The Magic Money Tree: The case against Modern Monetary Theory

A new paper by Professor Antony P. Mueller, a German professor of economics who currently teaches in Brazil, unpacks the logic behind Modern Monetary Theory:

  • Modern Monetary Theory (MMT) contends that government can spend without restraint and large deficits and debt don’t matter when the economy is not at full capacity. It asserts that the state, as the issuer of the nation’s currency, cannot go bankrupt because it can just keep creating and printing money; taxation exists not to obtain revenue but to oblige people to use a nation’s currency and control inflation; and that all public expenditure can be financed by debt or creating money.

  • MMT, whose theoretical foundations can be linked to the Marxist economic theories of Michal Kalecki, have come to prominence in recent months because of advocacy by the far-left of the Democratic Party in the United States and some left-wing commentators and campaigners in the United Kingdom.

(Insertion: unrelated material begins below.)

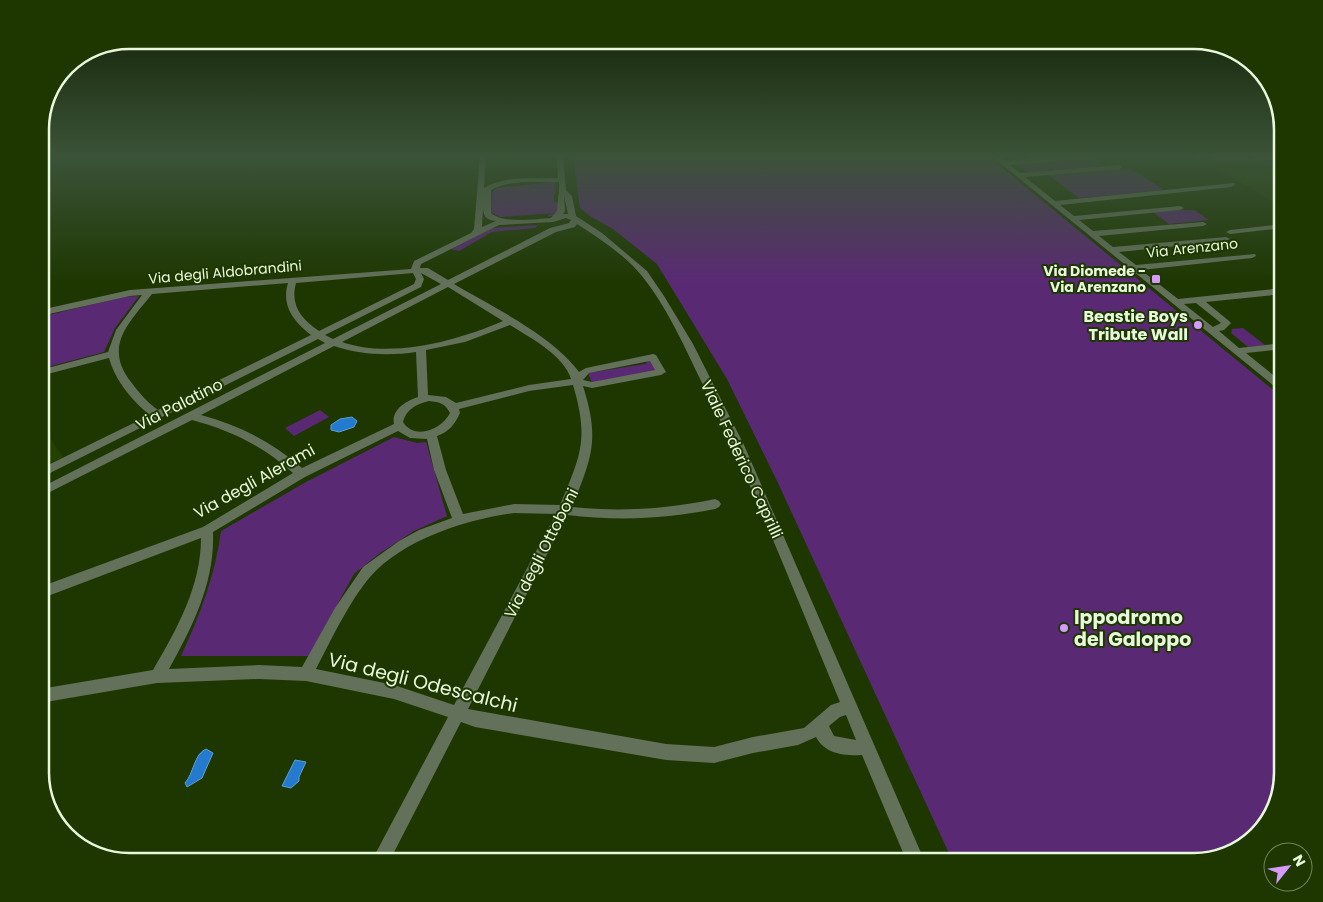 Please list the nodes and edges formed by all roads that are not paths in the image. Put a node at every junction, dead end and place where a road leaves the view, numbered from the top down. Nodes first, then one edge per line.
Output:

  • MMT advocacy, particularly in the political sphere, is often driven by Utopian thinking by those who want massive unaffordable public spending programmes.

  • MMT is rejected by most economists. A recent survey by the University of Chicago found that no economic expert thinks that countries that borrow in their own currency need not worry about deficits because they can print money to finance debt. Similarly, none thought that it is possible to fund as much real government spending as you want by creating money.

  • There are a number of serious flaws in MMT:

    • MMT asserts, with limited evidence, that there is substantial unused economic capacity that government spending can activate. However, in practice, when government excessively expands the monetary supply (prints money) the impact is inflationary, if not hyperinflationary - as was the case in the Weimar Republic, Zimbabwe, and today in Venezuela.

    • MMT depends on governments knowing much more than they possibly could and acting more rationally than politics allows. It depends on government knowing precisely the natural rate of unemployment, and therefore when to spend, to stimulate activity, and when to tax, to drain the excessive inflationary impact of creating money. This ignores ignorance.

    • MMT is premised on substantial public employment policies to create economic activity for the unemployed. This policy underestimates the bureaucratic costs and the coordination problems that come with public employment policies. Only autocratic governments would have the means to enforce such policies.